OP, you make it sound as if us Baby Boomers were born in the dark ages, with all this stuff about leaving school at 15 etc. I was born in 1956, so very firmly a Baby Boomer. We had a great education, in small classes, helped by grammar schools for some of us. We got full student grants so could go to university without being in debt and at 23 I was able to buy a nice little house in Walthamstow for just under 4 x my pay ( £6k p.a. pay, £23,500 for my house ) You could drive around in a cheap car and insure and run it for peanuts. Cars were so simple most people's dad could fix them. You could go to loads of evening classes for very cheap rates and learn new things. Freddy Laker made a trip to the US a reality.
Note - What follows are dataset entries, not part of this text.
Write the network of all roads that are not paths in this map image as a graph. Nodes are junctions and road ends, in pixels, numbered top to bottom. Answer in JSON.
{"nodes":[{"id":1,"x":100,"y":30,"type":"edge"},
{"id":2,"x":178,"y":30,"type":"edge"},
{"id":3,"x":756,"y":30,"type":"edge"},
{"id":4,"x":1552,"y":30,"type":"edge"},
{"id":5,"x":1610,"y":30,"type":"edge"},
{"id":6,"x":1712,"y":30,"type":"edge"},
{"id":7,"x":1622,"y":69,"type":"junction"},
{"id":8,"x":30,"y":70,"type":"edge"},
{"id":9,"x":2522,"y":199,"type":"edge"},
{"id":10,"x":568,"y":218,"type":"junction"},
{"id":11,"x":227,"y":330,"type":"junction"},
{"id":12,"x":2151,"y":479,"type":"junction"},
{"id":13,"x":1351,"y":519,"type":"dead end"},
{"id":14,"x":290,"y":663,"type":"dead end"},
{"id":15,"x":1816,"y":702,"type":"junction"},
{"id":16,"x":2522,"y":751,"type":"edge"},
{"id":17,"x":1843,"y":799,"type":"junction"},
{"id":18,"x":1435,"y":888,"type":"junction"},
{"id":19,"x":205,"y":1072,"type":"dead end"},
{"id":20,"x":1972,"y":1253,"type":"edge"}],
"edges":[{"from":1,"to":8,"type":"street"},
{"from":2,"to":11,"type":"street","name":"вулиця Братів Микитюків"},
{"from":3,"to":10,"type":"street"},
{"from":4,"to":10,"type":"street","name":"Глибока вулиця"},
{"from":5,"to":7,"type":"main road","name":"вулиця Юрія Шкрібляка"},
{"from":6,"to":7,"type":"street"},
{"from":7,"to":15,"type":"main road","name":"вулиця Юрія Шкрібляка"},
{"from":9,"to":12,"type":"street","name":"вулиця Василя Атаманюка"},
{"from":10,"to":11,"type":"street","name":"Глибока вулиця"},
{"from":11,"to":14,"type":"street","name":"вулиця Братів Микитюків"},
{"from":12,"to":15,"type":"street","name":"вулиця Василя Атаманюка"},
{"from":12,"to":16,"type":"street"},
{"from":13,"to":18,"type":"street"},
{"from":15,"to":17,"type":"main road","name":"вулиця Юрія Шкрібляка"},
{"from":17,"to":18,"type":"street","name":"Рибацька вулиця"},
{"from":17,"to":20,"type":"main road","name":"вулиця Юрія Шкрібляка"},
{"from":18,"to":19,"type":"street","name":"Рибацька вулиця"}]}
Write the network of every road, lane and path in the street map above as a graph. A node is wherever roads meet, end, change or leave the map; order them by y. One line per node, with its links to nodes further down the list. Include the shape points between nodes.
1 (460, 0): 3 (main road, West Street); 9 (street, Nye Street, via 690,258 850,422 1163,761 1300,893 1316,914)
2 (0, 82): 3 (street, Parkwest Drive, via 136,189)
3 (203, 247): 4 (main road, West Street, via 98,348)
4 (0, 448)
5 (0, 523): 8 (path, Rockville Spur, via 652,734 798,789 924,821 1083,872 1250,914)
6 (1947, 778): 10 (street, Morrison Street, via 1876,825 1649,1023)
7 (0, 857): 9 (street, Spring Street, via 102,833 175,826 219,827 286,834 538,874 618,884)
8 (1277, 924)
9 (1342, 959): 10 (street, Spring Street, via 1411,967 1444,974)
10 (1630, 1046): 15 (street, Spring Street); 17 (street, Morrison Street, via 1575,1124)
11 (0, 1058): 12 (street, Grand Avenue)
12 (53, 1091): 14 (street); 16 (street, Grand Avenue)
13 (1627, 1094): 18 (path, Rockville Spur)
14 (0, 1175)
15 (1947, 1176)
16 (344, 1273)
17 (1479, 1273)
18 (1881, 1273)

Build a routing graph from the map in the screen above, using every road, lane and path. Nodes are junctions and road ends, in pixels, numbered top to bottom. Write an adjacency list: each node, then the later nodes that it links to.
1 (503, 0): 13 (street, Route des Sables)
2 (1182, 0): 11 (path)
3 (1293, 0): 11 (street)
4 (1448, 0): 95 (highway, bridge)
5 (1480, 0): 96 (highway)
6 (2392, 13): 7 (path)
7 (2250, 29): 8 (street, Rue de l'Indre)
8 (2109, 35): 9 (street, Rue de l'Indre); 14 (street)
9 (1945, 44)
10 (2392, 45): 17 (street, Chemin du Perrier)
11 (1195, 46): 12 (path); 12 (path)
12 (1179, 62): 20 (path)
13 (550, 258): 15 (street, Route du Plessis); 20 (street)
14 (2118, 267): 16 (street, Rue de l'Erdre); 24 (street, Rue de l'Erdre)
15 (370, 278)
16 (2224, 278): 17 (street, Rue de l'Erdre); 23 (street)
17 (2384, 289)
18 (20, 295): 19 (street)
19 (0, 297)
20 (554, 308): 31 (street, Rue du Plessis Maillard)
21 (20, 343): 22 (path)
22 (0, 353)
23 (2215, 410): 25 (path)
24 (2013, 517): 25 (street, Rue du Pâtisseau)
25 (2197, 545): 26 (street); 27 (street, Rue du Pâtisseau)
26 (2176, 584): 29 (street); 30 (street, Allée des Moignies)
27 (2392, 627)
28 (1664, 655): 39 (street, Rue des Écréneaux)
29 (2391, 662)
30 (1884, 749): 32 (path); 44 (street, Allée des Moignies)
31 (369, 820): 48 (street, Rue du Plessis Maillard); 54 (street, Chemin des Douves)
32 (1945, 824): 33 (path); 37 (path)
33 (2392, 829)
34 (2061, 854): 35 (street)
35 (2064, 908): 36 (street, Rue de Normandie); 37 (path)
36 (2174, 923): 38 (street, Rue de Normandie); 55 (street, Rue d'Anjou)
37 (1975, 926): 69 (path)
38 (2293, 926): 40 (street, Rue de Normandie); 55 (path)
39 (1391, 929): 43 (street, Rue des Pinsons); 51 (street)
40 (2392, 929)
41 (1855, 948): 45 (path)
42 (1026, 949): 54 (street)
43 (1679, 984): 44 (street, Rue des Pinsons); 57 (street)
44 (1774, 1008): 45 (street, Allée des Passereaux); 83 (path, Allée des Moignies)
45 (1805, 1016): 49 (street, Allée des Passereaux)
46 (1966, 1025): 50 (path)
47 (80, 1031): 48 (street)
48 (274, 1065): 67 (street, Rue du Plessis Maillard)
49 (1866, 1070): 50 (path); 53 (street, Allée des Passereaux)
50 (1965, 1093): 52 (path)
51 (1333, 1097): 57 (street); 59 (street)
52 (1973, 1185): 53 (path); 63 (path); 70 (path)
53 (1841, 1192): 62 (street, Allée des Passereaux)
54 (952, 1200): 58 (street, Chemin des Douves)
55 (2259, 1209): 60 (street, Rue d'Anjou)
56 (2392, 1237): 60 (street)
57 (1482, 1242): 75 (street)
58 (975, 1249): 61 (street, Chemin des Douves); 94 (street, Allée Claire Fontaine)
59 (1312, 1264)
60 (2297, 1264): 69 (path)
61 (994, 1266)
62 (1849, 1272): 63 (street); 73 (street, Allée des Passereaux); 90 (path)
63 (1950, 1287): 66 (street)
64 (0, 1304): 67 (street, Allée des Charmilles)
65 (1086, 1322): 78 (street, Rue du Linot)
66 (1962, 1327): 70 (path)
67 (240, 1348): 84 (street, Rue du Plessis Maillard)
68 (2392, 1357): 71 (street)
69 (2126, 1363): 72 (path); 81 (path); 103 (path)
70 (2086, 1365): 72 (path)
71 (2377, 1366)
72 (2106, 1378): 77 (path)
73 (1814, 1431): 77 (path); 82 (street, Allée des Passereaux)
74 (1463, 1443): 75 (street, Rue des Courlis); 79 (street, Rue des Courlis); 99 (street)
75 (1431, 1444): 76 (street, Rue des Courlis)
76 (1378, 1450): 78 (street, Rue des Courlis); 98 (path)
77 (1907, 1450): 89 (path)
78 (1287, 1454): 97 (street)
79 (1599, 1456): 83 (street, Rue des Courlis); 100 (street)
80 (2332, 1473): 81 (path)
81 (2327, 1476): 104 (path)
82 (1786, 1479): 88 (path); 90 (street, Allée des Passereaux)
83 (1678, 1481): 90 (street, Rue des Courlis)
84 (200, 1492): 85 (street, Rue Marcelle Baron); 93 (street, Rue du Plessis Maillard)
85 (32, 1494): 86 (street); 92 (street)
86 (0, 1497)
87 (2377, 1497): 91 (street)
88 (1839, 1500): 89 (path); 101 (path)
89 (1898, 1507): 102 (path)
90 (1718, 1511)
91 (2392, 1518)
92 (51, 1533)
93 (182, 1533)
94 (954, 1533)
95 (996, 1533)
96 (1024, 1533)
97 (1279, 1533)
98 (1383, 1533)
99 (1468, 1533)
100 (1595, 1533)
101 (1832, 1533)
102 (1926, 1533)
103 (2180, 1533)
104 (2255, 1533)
DS1 earns a healthy £50k, but my old house was recently resold(wish I'd kept it!) for £550,000 - 11 x his income. He is paying back his student loan and would find car insurance far more expensive than I did. So he is not having it nearly as good as I did.

I agree with Tillytrotter that despite having some things easier we were far more frugal with our spending. My first cooker was a reconditioned one that cost £4, my sofa was from my grandmother's cottage and a friend of my parents who was down sizing gave me most of my other furniture. I do remember paying 15% interest on our mortgage after we were married but as our mortgage was manageable I'm not sure it hurt us.

LeCroissant · 23/01/2018 11:18

'Are you f**ing kidding me? Care to give some examples? Don't forget to mention sexual discrimination, sexual harrassment, health and safety (now a joke, once a luxury), racism and homophobia in your reply.'

Well said Barbarian. Up until the Equal Pay Act of 1970, it was entirely legal and totally normal to pay a woman less than a man, simply because she was a woman. Some women were earning less than half what men earned, for exactly the same job. There was no way around that - if you were a woman, you earned less and that was it. The 'answer' of course was to get married to one of the men who could afford a £5000 house on his salary - but don't forget that that man could then legally rape you whenever he wanted, and bash you about a bit as long as he didn't go too far. Other adults could also beat your children up as long as they were teachers and many also did other things that no one ever talked about.

Ah the good old days. When being a woman or a child was totally totally shit.

FluffyWuffy100 · 23/01/2018 11:19

if you can afford 2 Costa lattes every week without going without anything else, you can afford a house

FUCKING PRICELESS

What is that? £6 a week? £312 a year?

Forgoing 2 cost coffees would allow someone to save up the £30k needed to get a 1 bed flat in london (£300k about as cheap as you can find) in 96 years.